▸ Task goal
When you reach the records, transcribe all of them exactly.

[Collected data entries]
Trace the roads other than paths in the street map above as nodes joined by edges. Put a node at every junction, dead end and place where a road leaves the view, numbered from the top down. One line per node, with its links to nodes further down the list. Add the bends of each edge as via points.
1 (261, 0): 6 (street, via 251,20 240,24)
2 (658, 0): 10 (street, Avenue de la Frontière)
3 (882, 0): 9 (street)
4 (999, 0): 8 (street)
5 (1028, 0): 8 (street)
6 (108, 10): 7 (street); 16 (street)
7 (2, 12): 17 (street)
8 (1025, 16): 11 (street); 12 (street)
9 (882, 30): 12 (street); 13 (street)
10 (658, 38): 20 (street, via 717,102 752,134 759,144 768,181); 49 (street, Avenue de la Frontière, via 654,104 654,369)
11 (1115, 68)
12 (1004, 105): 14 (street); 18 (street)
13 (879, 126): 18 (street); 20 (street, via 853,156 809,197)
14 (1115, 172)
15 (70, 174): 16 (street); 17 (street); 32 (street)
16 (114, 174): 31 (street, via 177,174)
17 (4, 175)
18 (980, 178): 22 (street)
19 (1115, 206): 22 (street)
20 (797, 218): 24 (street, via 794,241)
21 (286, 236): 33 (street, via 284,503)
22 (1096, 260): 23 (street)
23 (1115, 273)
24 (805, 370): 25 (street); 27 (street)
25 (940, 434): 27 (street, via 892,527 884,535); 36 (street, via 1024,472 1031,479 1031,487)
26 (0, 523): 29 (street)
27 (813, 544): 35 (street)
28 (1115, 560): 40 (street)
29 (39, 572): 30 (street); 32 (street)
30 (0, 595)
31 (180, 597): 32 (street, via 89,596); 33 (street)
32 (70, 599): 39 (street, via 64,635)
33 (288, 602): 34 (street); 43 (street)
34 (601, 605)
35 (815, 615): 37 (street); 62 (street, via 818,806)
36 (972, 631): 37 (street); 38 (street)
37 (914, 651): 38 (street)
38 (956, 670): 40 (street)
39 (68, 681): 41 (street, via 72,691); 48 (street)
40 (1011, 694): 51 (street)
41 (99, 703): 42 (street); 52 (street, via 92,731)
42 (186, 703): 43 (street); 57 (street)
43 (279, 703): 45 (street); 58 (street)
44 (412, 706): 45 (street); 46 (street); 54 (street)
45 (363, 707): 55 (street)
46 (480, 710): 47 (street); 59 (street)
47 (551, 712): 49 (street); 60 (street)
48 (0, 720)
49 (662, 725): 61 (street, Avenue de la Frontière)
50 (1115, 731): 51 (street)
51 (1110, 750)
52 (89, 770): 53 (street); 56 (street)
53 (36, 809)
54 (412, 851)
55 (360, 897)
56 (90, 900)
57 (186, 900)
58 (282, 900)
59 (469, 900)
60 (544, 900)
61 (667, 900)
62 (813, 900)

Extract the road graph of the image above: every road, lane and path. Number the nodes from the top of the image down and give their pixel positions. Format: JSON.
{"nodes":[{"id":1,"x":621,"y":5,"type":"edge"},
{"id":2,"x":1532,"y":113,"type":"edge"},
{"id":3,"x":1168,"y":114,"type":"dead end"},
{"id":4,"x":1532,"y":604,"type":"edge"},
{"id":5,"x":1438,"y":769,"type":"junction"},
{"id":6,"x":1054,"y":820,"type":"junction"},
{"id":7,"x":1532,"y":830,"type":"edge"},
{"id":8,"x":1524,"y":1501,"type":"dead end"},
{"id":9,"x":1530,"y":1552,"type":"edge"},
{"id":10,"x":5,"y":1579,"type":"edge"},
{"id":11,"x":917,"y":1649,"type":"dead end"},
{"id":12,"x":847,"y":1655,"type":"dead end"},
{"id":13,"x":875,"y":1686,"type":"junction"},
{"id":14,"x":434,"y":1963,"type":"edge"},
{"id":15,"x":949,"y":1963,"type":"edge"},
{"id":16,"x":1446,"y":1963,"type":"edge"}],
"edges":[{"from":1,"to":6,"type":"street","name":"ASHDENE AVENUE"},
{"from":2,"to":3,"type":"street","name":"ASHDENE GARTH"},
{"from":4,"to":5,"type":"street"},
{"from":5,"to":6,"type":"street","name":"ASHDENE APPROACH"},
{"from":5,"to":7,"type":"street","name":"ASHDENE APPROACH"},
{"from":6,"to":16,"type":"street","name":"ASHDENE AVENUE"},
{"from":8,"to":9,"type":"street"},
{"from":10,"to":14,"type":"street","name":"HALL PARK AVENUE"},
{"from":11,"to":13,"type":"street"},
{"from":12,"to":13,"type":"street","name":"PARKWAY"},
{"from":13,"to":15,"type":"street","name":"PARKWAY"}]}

▸ Output for this exercise
Trace the roads other than paths in the street map above as nodes joined by edges. Put a node at every junction, dead end and place where a road leaves the view, numbered from the top down. One line per node, with its links to nodes further down the list. Add the bends of each edge as via points.
1 (261, 0): 6 (street, via 251,20 240,24)
2 (658, 0): 10 (street, Avenue de la Frontière)
3 (882, 0): 9 (street)
4 (999, 0): 8 (street)
5 (1028, 0): 8 (street)
6 (108, 10): 7 (street); 16 (street)
7 (2, 12): 17 (street)
8 (1025, 16): 11 (street); 12 (street)
9 (882, 30): 12 (street); 13 (street)
10 (658, 38): 20 (street, via 717,102 752,134 759,144 768,181); 49 (street, Avenue de la Frontière, via 654,104 654,369)
11 (1115, 68)
12 (1004, 105): 14 (street); 18 (street)
13 (879, 126): 18 (street); 20 (street, via 853,156 809,197)
14 (1115, 172)
15 (70, 174): 16 (street); 17 (street); 32 (street)
16 (114, 174): 31 (street, via 177,174)
17 (4, 175)
18 (980, 178): 22 (street)
19 (1115, 206): 22 (street)
20 (797, 218): 24 (street, via 794,241)
21 (286, 236): 33 (street, via 284,503)
22 (1096, 260): 23 (street)
23 (1115, 273)
24 (805, 370): 25 (street); 27 (street)
25 (940, 434): 27 (street, via 892,527 884,535); 36 (street, via 1024,472 1031,479 1031,487)
26 (0, 523): 29 (street)
27 (813, 544): 35 (street)
28 (1115, 560): 40 (street)
29 (39, 572): 30 (street); 32 (street)
30 (0, 595)
31 (180, 597): 32 (street, via 89,596); 33 (street)
32 (70, 599): 39 (street, via 64,635)
33 (288, 602): 34 (street); 43 (street)
34 (601, 605)
35 (815, 615): 37 (street); 62 (street, via 818,806)
36 (972, 631): 37 (street); 38 (street)
37 (914, 651): 38 (street)
38 (956, 670): 40 (street)
39 (68, 681): 41 (street, via 72,691); 48 (street)
40 (1011, 694): 51 (street)
41 (99, 703): 42 (street); 52 (street, via 92,731)
42 (186, 703): 43 (street); 57 (street)
43 (279, 703): 45 (street); 58 (street)
44 (412, 706): 45 (street); 46 (street); 54 (street)
45 (363, 707): 55 (street)
46 (480, 710): 47 (street); 59 (street)
47 (551, 712): 49 (street); 60 (street)
48 (0, 720)
49 (662, 725): 61 (street, Avenue de la Frontière)
50 (1115, 731): 51 (street)
51 (1110, 750)
52 (89, 770): 53 (street); 56 (street)
53 (36, 809)
54 (412, 851)
55 (360, 897)
56 (90, 900)
57 (186, 900)
58 (282, 900)
59 (469, 900)
60 (544, 900)
61 (667, 900)
62 (813, 900)

Extract the road graph of the image above: every road, lane and path. Number the nodes from the top of the image down and give their pixel positions. Format: JSON.
{"nodes":[{"id":1,"x":621,"y":5,"type":"edge"},
{"id":2,"x":1532,"y":113,"type":"edge"},
{"id":3,"x":1168,"y":114,"type":"dead end"},
{"id":4,"x":1532,"y":604,"type":"edge"},
{"id":5,"x":1438,"y":769,"type":"junction"},
{"id":6,"x":1054,"y":820,"type":"junction"},
{"id":7,"x":1532,"y":830,"type":"edge"},
{"id":8,"x":1524,"y":1501,"type":"dead end"},
{"id":9,"x":1530,"y":1552,"type":"edge"},
{"id":10,"x":5,"y":1579,"type":"edge"},
{"id":11,"x":917,"y":1649,"type":"dead end"},
{"id":12,"x":847,"y":1655,"type":"dead end"},
{"id":13,"x":875,"y":1686,"type":"junction"},
{"id":14,"x":434,"y":1963,"type":"edge"},
{"id":15,"x":949,"y":1963,"type":"edge"},
{"id":16,"x":1446,"y":1963,"type":"edge"}],
"edges":[{"from":1,"to":6,"type":"street","name":"ASHDENE AVENUE"},
{"from":2,"to":3,"type":"street","name":"ASHDENE GARTH"},
{"from":4,"to":5,"type":"street"},
{"from":5,"to":6,"type":"street","name":"ASHDENE APPROACH"},
{"from":5,"to":7,"type":"street","name":"ASHDENE APPROACH"},
{"from":6,"to":16,"type":"street","name":"ASHDENE AVENUE"},
{"from":8,"to":9,"type":"street"},
{"from":10,"to":14,"type":"street","name":"HALL PARK AVENUE"},
{"from":11,"to":13,"type":"street"},
{"from":12,"to":13,"type":"street","name":"PARKWAY"},
{"from":13,"to":15,"type":"street","name":"PARKWAY"}]}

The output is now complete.